At a Sept. 7 public meeting, the four-member Paonia Planning Commission voted unanimously to recommend approval of the variance to the board. Town staff also supports the variance. Town administrator Ken Knight explained that while it is town staff's opinion that a preschool existing within a school building is consistent with the land use in that area, a private school operating within a public building is not allowed by right, nor does it fall under permitted uses under current town code. The only option was for the applicant to apply for a variance, said Knight.

The WCC is designed as a feeder school for the North Fork School of Integrated Studies, an alternative public school operating within Paonia Elementary School. The school was formed in 2016 by a group of parents and teachers who had a vision for a preschool. Because the Paonia Backpack Early Learning Academy (BELA) Paonia school is full, and North Fork Montessori at Crawford has a waiting list, there is a need for a feeder preschool program in Paonia for families whose children will be attending NFSIS, said WCC teacher/director Heather Ramsey.

While it is a private school, the WCC will not make a profit, said Ramsey. "We just wanted to start a preschool as soon as possible." The process for obtaining non-profit status takes six to eight months and costs $3,000, with no guarantee of obtaining the status. The group formed a limited liability corporation in order to get the process started. Until then they are operating under the umbrella of The Learning Council.

If the group were able to obtain tax-exempt status, explained Mayor Charles Stewart, it would be considered a public entity and no variance would be required.

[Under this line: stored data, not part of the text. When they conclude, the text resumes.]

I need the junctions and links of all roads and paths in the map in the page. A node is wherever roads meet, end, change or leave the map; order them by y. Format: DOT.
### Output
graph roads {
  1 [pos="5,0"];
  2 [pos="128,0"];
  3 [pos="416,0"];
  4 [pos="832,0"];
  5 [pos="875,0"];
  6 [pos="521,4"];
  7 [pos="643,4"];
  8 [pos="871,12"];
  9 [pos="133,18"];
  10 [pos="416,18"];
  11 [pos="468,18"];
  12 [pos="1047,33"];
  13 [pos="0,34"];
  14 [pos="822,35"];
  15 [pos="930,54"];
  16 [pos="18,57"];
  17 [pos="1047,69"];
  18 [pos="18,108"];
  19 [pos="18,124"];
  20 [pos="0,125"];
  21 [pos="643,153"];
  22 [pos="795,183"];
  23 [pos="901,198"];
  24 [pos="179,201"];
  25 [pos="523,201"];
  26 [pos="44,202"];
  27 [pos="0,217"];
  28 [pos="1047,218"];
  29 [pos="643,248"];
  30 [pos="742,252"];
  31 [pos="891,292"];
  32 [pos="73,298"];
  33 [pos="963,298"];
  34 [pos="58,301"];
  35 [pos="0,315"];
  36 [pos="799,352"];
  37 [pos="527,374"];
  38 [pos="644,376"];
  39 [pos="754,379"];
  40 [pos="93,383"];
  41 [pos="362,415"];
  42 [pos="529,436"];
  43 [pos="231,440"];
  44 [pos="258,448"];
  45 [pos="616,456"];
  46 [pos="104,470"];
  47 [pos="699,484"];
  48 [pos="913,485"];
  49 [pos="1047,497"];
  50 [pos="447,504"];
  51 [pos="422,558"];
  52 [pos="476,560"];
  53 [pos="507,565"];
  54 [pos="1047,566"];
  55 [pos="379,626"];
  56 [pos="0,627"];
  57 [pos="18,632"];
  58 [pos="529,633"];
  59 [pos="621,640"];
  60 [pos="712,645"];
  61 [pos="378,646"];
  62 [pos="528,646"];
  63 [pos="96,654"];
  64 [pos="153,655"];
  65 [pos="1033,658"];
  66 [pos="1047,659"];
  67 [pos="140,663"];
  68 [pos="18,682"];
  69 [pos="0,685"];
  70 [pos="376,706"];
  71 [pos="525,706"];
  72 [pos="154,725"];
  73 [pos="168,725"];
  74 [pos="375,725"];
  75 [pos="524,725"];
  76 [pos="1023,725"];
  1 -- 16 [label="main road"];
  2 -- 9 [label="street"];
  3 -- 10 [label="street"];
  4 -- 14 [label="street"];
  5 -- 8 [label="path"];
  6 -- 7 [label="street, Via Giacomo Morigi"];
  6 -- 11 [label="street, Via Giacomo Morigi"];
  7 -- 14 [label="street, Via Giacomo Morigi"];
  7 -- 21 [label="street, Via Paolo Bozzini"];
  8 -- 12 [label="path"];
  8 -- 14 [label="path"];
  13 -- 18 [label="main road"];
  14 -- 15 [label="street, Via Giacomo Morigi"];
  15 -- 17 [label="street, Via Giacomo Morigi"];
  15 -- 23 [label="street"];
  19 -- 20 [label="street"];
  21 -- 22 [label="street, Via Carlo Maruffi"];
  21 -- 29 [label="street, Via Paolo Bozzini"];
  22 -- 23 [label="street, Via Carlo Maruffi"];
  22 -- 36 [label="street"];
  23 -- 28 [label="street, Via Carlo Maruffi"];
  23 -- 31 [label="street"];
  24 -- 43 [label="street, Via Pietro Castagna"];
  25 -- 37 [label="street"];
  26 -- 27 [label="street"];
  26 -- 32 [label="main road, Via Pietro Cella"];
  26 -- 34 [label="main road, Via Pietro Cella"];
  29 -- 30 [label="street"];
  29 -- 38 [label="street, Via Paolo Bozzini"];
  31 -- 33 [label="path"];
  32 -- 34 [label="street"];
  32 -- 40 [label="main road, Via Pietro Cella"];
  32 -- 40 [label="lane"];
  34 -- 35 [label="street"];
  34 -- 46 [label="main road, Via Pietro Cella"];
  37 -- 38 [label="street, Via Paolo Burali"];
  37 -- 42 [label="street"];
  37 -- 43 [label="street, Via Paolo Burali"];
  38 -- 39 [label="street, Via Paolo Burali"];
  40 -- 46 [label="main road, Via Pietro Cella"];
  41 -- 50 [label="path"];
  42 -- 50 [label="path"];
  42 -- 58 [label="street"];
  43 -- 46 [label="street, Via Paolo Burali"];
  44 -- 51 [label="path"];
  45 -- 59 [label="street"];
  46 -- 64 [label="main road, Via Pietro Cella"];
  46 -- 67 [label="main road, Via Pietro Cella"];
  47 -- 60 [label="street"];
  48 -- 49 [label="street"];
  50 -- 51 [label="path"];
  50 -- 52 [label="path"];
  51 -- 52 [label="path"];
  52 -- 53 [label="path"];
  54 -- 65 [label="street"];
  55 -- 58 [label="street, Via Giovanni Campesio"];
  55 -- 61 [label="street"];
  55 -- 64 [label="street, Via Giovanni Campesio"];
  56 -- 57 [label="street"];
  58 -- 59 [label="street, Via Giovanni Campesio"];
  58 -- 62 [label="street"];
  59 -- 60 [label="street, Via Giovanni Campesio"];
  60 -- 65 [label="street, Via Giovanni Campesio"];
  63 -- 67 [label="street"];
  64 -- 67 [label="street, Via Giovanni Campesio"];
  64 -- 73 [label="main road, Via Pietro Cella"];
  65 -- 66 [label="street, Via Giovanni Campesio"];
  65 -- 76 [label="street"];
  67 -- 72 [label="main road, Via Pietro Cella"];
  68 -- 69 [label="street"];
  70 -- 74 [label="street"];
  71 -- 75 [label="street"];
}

The group has worked closely with the Delta County Joint School District, which submitted a letter in support of the collective's use of a classroom in the Energy Tech building. The group is in the process of obtaining a license, with the hope that the school district will eventually take over the school.

The board also entered into executive session to discuss a personal matter particular to the town public works director and finance officer.

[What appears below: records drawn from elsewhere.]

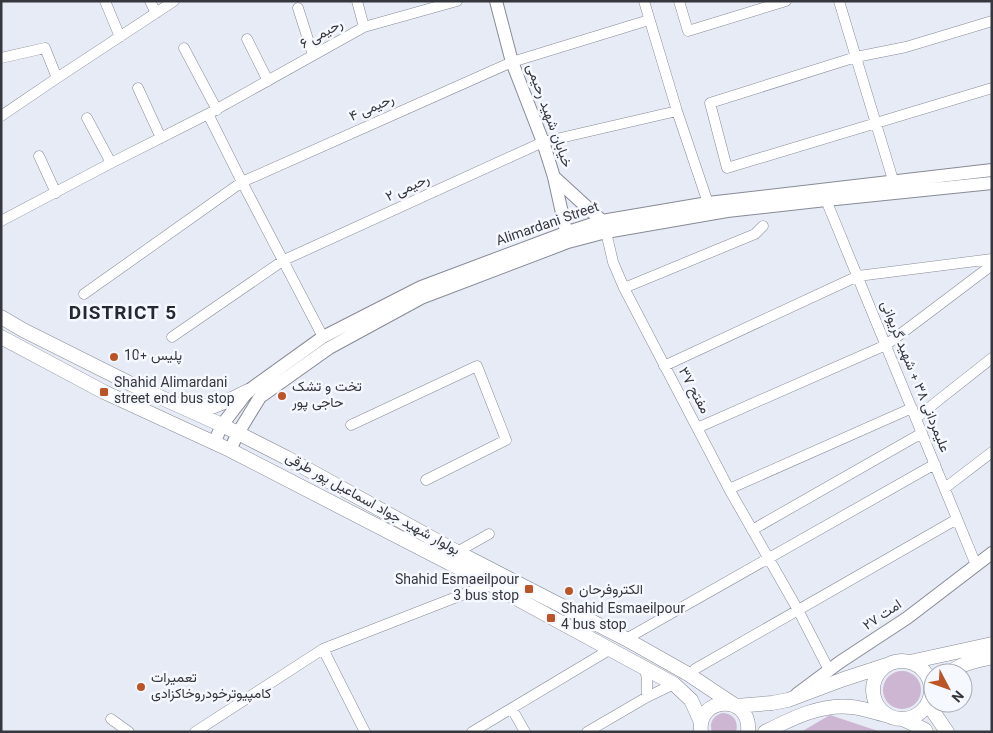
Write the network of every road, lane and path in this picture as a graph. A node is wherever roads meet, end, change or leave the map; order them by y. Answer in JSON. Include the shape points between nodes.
{"nodes":[{"id":1,"x":105,"y":1,"type":"edge"},
{"id":2,"x":150,"y":1,"type":"edge"},
{"id":3,"x":174,"y":1,"type":"edge"},
{"id":4,"x":356,"y":1,"type":"edge"},
{"id":5,"x":457,"y":1,"type":"edge"},
{"id":6,"x":496,"y":1,"type":"edge"},
{"id":7,"x":644,"y":1,"type":"edge"},
{"id":8,"x":679,"y":1,"type":"edge"},
{"id":9,"x":786,"y":1,"type":"edge"},
{"id":10,"x":839,"y":1,"type":"edge"},
{"id":11,"x":298,"y":8,"type":"dead end"},
{"id":12,"x":156,"y":13,"type":"junction"},
{"id":13,"x":649,"y":20,"type":"junction"},
{"id":14,"x":992,"y":21,"type":"edge"},
{"id":15,"x":364,"y":27,"type":"junction"},
{"id":16,"x":120,"y":37,"type":"junction"},
{"id":17,"x":247,"y":39,"type":"dead end"},
{"id":18,"x":184,"y":48,"type":"dead end"},
{"id":19,"x":313,"y":55,"type":"junction"},
{"id":20,"x":856,"y":57,"type":"junction"},
{"id":21,"x":1,"y":58,"type":"edge"},
{"id":22,"x":512,"y":62,"type":"junction"},
{"id":23,"x":56,"y":78,"type":"junction"},
{"id":24,"x":268,"y":81,"type":"junction"},
{"id":25,"x":138,"y":88,"type":"dead end"},
{"id":26,"x":992,"y":88,"type":"edge"},
{"id":27,"x":676,"y":111,"type":"junction"},
{"id":28,"x":212,"y":112,"type":"junction"},
{"id":29,"x":1,"y":116,"type":"edge"},
{"id":30,"x":86,"y":118,"type":"dead end"},
{"id":31,"x":876,"y":123,"type":"junction"},
{"id":32,"x":161,"y":138,"type":"junction"},
{"id":33,"x":542,"y":142,"type":"junction"},
{"id":34,"x":39,"y":156,"type":"dead end"},
{"id":35,"x":111,"y":163,"type":"junction"},
{"id":36,"x":992,"y":170,"type":"edge"},
{"id":37,"x":554,"y":177,"type":"junction"},
{"id":38,"x":242,"y":182,"type":"junction"},
{"id":39,"x":992,"y":182,"type":"edge"},
{"id":40,"x":894,"y":186,"type":"junction"},
{"id":41,"x":56,"y":193,"type":"junction"},
{"id":42,"x":825,"y":195,"type":"junction"},
{"id":43,"x":709,"y":209,"type":"junction"},
{"id":44,"x":1,"y":221,"type":"edge"},
{"id":45,"x":604,"y":226,"type":"junction"},
{"id":46,"x":763,"y":226,"type":"dead end"},
{"id":47,"x":567,"y":238,"type":"junction"},
{"id":48,"x":992,"y":259,"type":"edge"},
{"id":49,"x":284,"y":260,"type":"junction"},
{"id":50,"x":992,"y":265,"type":"edge"},
{"id":51,"x":858,"y":276,"type":"junction"},
{"id":52,"x":624,"y":288,"type":"junction"},
{"id":53,"x":84,"y":294,"type":"dead end"},
{"id":54,"x":1,"y":317,"type":"edge"},
{"id":55,"x":172,"y":337,"type":"dead end"},
{"id":56,"x":1,"y":338,"type":"edge"},
{"id":57,"x":326,"y":343,"type":"junction"},
{"id":58,"x":886,"y":345,"type":"junction"},
{"id":59,"x":992,"y":358,"type":"edge"},
{"id":60,"x":664,"y":366,"type":"junction"},
{"id":61,"x":248,"y":391,"type":"junction"},
{"id":62,"x":179,"y":406,"type":"junction"},
{"id":63,"x":912,"y":408,"type":"junction"},
{"id":64,"x":916,"y":418,"type":"junction"},
{"id":65,"x":222,"y":425,"type":"junction"},
{"id":66,"x":351,"y":425,"type":"dead end"},
{"id":67,"x":697,"y":428,"type":"junction"},
{"id":68,"x":238,"y":433,"type":"junction"},
{"id":69,"x":922,"y":433,"type":"junction"},
{"id":70,"x":214,"y":443,"type":"junction"},
{"id":71,"x":230,"y":450,"type":"junction"},
{"id":72,"x":992,"y":452,"type":"edge"},
{"id":73,"x":935,"y":464,"type":"junction"},
{"id":74,"x":426,"y":480,"type":"dead end"},
{"id":75,"x":945,"y":488,"type":"junction"},
{"id":76,"x":729,"y":489,"type":"junction"},
{"id":77,"x":957,"y":519,"type":"junction"},
{"id":78,"x":752,"y":530,"type":"junction"},
{"id":79,"x":489,"y":534,"type":"dead end"},
{"id":80,"x":457,"y":552,"type":"junction"},
{"id":81,"x":992,"y":553,"type":"edge"},
{"id":82,"x":768,"y":558,"type":"junction"},
{"id":83,"x":976,"y":566,"type":"junction"},
{"id":84,"x":490,"y":584,"type":"junction"},
{"id":85,"x":798,"y":610,"type":"junction"},
{"id":86,"x":626,"y":639,"type":"junction"},
{"id":87,"x":992,"y":644,"type":"edge"},
{"id":88,"x":323,"y":649,"type":"junction"},
{"id":89,"x":610,"y":650,"type":"junction"},
{"id":90,"x":992,"y":657,"type":"edge"},
{"id":91,"x":910,"y":662,"type":"junction"},
{"id":92,"x":969,"y":663,"type":"edge"},
{"id":93,"x":887,"y":665,"type":"junction"},
{"id":94,"x":645,"y":668,"type":"junction"},
{"id":95,"x":695,"y":669,"type":"dead end"},
{"id":96,"x":923,"y":669,"type":"edge"},
{"id":97,"x":829,"y":670,"type":"junction"},
{"id":98,"x":674,"y":684,"type":"junction"},
{"id":99,"x":647,"y":697,"type":"junction"},
{"id":100,"x":788,"y":700,"type":"junction"},
{"id":101,"x":736,"y":706,"type":"junction"},
{"id":102,"x":512,"y":708,"type":"junction"},
{"id":103,"x":923,"y":710,"type":"edge"},
{"id":104,"x":934,"y":713,"type":"edge"},
{"id":105,"x":888,"y":716,"type":"junction"},
{"id":106,"x":111,"y":719,"type":"dead end"},
{"id":107,"x":903,"y":720,"type":"junction"},
{"id":108,"x":700,"y":728,"type":"edge"},
{"id":109,"x":129,"y":732,"type":"edge"},
{"id":110,"x":196,"y":732,"type":"edge"},
{"id":111,"x":365,"y":732,"type":"edge"},
{"id":112,"x":472,"y":732,"type":"edge"},
{"id":113,"x":525,"y":732,"type":"edge"},
{"id":114,"x":587,"y":732,"type":"edge"},
{"id":115,"x":748,"y":732,"type":"edge"},
{"id":116,"x":765,"y":732,"type":"edge"},
{"id":117,"x":926,"y":732,"type":"edge"},
{"id":118,"x":947,"y":732,"type":"edge"}],
"edges":[{"from":1,"to":16,"type":"street"},
{"from":2,"to":12,"type":"street"},
{"from":3,"to":12,"type":"street"},
{"from":4,"to":15,"type":"street"},
{"from":5,"to":15,"type":"street","name":"رحیمی ۶"},
{"from":6,"to":22,"type":"street","name":"خیابان شهید رحیمی"},
{"from":7,"to":13,"type":"street"},
{"from":8,"to":9,"type":"street","via":[[688,31]]},
{"from":10,"to":20,"type":"street"},
{"from":11,"to":19,"type":"street"},
{"from":12,"to":16,"type":"street"},
{"from":13,"to":22,"type":"street","name":"رحیمی ۴"},
{"from":13,"to":27,"type":"street"},
{"from":14,"to":20,"type":"street","via":[[906,47]]},
{"from":15,"to":19,"type":"street","name":"رحیمی ۶"},
{"from":16,"to":23,"type":"street"},
{"from":17,"to":24,"type":"street"},
{"from":18,"to":28,"type":"street"},
{"from":19,"to":24,"type":"street","name":"رحیمی ۶"},
{"from":20,"to":31,"type":"street"},
{"from":20,"to":31,"type":"street","via":[[710,103],[727,168]]},
{"from":21,"to":23,"type":"street","via":[[45,48]]},
{"from":22,"to":33,"type":"street","name":"خیابان شهید رحیمی"},
{"from":22,"to":38,"type":"street","name":"رحیمی ۴"},
{"from":23,"to":29,"type":"street"},
{"from":24,"to":28,"type":"street","name":"رحیمی ۶"},
{"from":25,"to":32,"type":"street"},
{"from":26,"to":31,"type":"street"},
{"from":27,"to":33,"type":"street","name":"رحیمی ۲"},
{"from":27,"to":43,"type":"street"},
{"from":28,"to":32,"type":"street","name":"رحیمی ۶"},
{"from":28,"to":38,"type":"street"},
{"from":30,"to":35,"type":"street"},
{"from":31,"to":40,"type":"street"},
{"from":32,"to":35,"type":"street","name":"رحیمی ۶"},
{"from":33,"to":37,"type":"street","name":"خیابان شهید رحیمی"},
{"from":33,"to":49,"type":"street","name":"رحیمی ۲"},
{"from":34,"to":41,"type":"street"},
{"from":35,"to":41,"type":"street","name":"رحیمی ۶"},
{"from":36,"to":40,"type":"street","name":"Alimardani Street"},
{"from":37,"to":45,"type":"street"},
{"from":37,"to":47,"type":"street","name":"خیابان شهید رحیمی"},
{"from":38,"to":49,"type":"street"},
{"from":38,"to":53,"type":"street","name":"رحیمی ۴"},
{"from":39,"to":40,"type":"street","name":"Alimardani Street"},
{"from":40,"to":42,"type":"street","name":"Alimardani Street"},
{"from":41,"to":44,"type":"street","name":"رحیمی ۶"},
{"from":42,"to":43,"type":"street","name":"Alimardani Street","via":[[727,211]]},
{"from":42,"to":51,"type":"street","name":"علیمردانی ۳۸ + شهید گریوانی"},
{"from":43,"to":45,"type":"street","name":"Alimardani Street"},
{"from":45,"to":47,"type":"street","name":"Alimardani Street"},
{"from":45,"to":52,"type":"street","name":"مفتح ۳۷"},
{"from":46,"to":52,"type":"street","via":[[756,234]]},
{"from":47,"to":57,"type":"street","name":"Alimardani Street","via":[[422,298]]},
{"from":48,"to":51,"type":"street"},
{"from":49,"to":55,"type":"street","name":"رحیمی ۲"},
{"from":49,"to":57,"type":"street"},
{"from":50,"to":58,"type":"street"},
{"from":51,"to":58,"type":"street","name":"علیمردانی ۳۸ + شهید گریوانی"},
{"from":51,"to":60,"type":"street"},
{"from":52,"to":60,"type":"street","name":"مفتح ۳۷"},
{"from":54,"to":62,"type":"main road","name":"بولوار شهید جواد اسماعیل پور طرقی"},
{"from":56,"to":70,"type":"main road","name":"بولوار شهید جواد اسماعیل پور طرقی","via":[[104,392]]},
{"from":57,"to":61,"type":"street","name":"Alimardani Street"},
{"from":57,"to":68,"type":"street","name":"Alimardani Street","via":[[260,397]]},
{"from":58,"to":63,"type":"street","name":"علیمردانی ۳۸ + شهید گریوانی"},
{"from":58,"to":67,"type":"street"},
{"from":59,"to":64,"type":"street"},
{"from":60,"to":67,"type":"street","name":"مفتح ۳۷"},
{"from":61,"to":62,"type":"main road","via":[[214,406]]},
{"from":61,"to":65,"type":"street","name":"Alimardani Street"},
{"from":62,"to":65,"type":"main road","name":"بولوار شهید جواد اسماعیل پور طرقی"},
{"from":63,"to":64,"type":"street","name":"علیمردانی ۳۸ + شهید گریوانی"},
{"from":63,"to":76,"type":"street"},
{"from":64,"to":69,"type":"street","name":"علیمردانی ۳۸ + شهید گریوانی"},
{"from":65,"to":68,"type":"main road","name":"بولوار شهید جواد اسماعیل پور طرقی"},
{"from":65,"to":70,"type":"street","name":"Alimardani Street"},
{"from":66,"to":74,"type":"street","via":[[477,366],[506,440]]},
{"from":67,"to":76,"type":"street","name":"مفتح ۳۷"},
{"from":68,"to":71,"type":"street","name":"Alimardani Street"},
{"from":68,"to":80,"type":"main road","name":"بولوار شهید جواد اسماعیل پور طرقی"},
{"from":69,"to":73,"type":"street","name":"علیمردانی ۳۸ + شهید گریوانی"},
{"from":69,"to":78,"type":"street"},
{"from":70,"to":71,"type":"main road","name":"بولوار شهید جواد اسماعیل پور طرقی"},
{"from":71,"to":84,"type":"main road","name":"بولوار شهید جواد اسماعیل پور طرقی"},
{"from":72,"to":75,"type":"street"},
{"from":73,"to":75,"type":"street","name":"علیمردانی ۳۸ + شهید گریوانی"},
{"from":73,"to":82,"type":"street"},
{"from":75,"to":77,"type":"street","name":"علیمردانی ۳۸ + شهید گریوانی"},
{"from":76,"to":78,"type":"street","name":"مفتح ۳۷"},
{"from":77,"to":83,"type":"street","name":"علیمردانی ۳۸ + شهید گریوانی"},
{"from":77,"to":85,"type":"street"},
{"from":78,"to":82,"type":"street","name":"مفتح ۳۷"},
{"from":79,"to":80,"type":"street"},
{"from":80,"to":86,"type":"main road","name":"بولوار شهید جواد اسماعیل پور طرقی"},
{"from":81,"to":83,"type":"street","name":"امت ۲۷"},
{"from":82,"to":85,"type":"street","name":"مفتح ۳۷"},
{"from":82,"to":86,"type":"street"},
{"from":83,"to":97,"type":"street","name":"امت ۲۷","via":[[907,618]]},
{"from":84,"to":88,"type":"street"},
{"from":84,"to":89,"type":"main road","name":"بولوار شهید جواد اسماعیل پور طرقی"},
{"from":85,"to":95,"type":"street"},
{"from":85,"to":97,"type":"street","name":"مفتح ۳۷"},
{"from":86,"to":101,"type":"main road","name":"بولوار شهید جواد اسماعیل پور طرقی"},
{"from":87,"to":91,"type":"main road"},
{"from":88,"to":110,"type":"street"},
{"from":88,"to":111,"type":"street"},
{"from":89,"to":94,"type":"main road","name":"بولوار شهید جواد اسماعیل پور طرقی"},
{"from":89,"to":102,"type":"street"},
{"from":90,"to":92,"type":"main road"},
{"from":91,"to":93,"type":"main road"},
{"from":91,"to":96,"type":"main road"},
{"from":93,"to":100,"type":"main road"},
{"from":93,"to":105,"type":"main road","via":[[877,676],[873,691],[877,705]]},
{"from":94,"to":98,"type":"main road","name":"بولوار شهید جواد اسماعیل پور طرقی"},
{"from":94,"to":99,"type":"street"},
{"from":97,"to":100,"type":"street","name":"امت ۲۷"},
{"from":98,"to":99,"type":"street"},
{"from":98,"to":108,"type":"main road","name":"بولوار شهید جواد اسماعیل پور طرقی","via":[[691,700]]},
{"from":99,"to":114,"type":"street"},
{"from":100,"to":101,"type":"main road"},
{"from":101,"to":108,"type":"main road","via":[[724,703],[712,707],[703,716]]},
{"from":101,"to":115,"type":"main road","via":[[745,714]]},
{"from":102,"to":112,"type":"street"},
{"from":102,"to":113,"type":"street"},
{"from":103,"to":107,"type":"main road"},
{"from":104,"to":118,"type":"main road"},
{"from":105,"to":107,"type":"main road"},
{"from":105,"to":116,"type":"main road","via":[[852,707],[833,707],[811,712]]},
{"from":106,"to":109,"type":"street"},
{"from":107,"to":117,"type":"main road"}]}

Following the closed session, an open session was conducted to discuss a letter of complaint submitted to the mayor and board of trustees by town administrator, Kenneth Knight. The letter was written by Knight on behalf of himself and four town employees, clerk Corinne Ferguson, finance officer Cindy Jones, public works director Travis Loberg and building official Dave Coleman.

All four employees signed the letter, which Knight read at the meeting. It states, in part, that town trustee Suzanne Watson has made statements in public, in violation of the board's Standards of Conduct. Those statements, according to the letter, now appeared "on social media being presented as fact." The letter also alleges that Watson has accused the town clerk and administrator of "misusing Town vehicles and/or resources and/or salaried time for personal use."

The letter also states that in a letter to town attorney Bo Nerlin, Watson "claims that the Building Inspector is 'compromised,'" which Knight called "a serious alligation (sic) of corruption."

Knight said that all of the employees requested that the letter not be addressed in executive session.

Per a motion made by Mayor Pro Tempore David Bradford, the issue will be referred to the town's personnel and finance committee.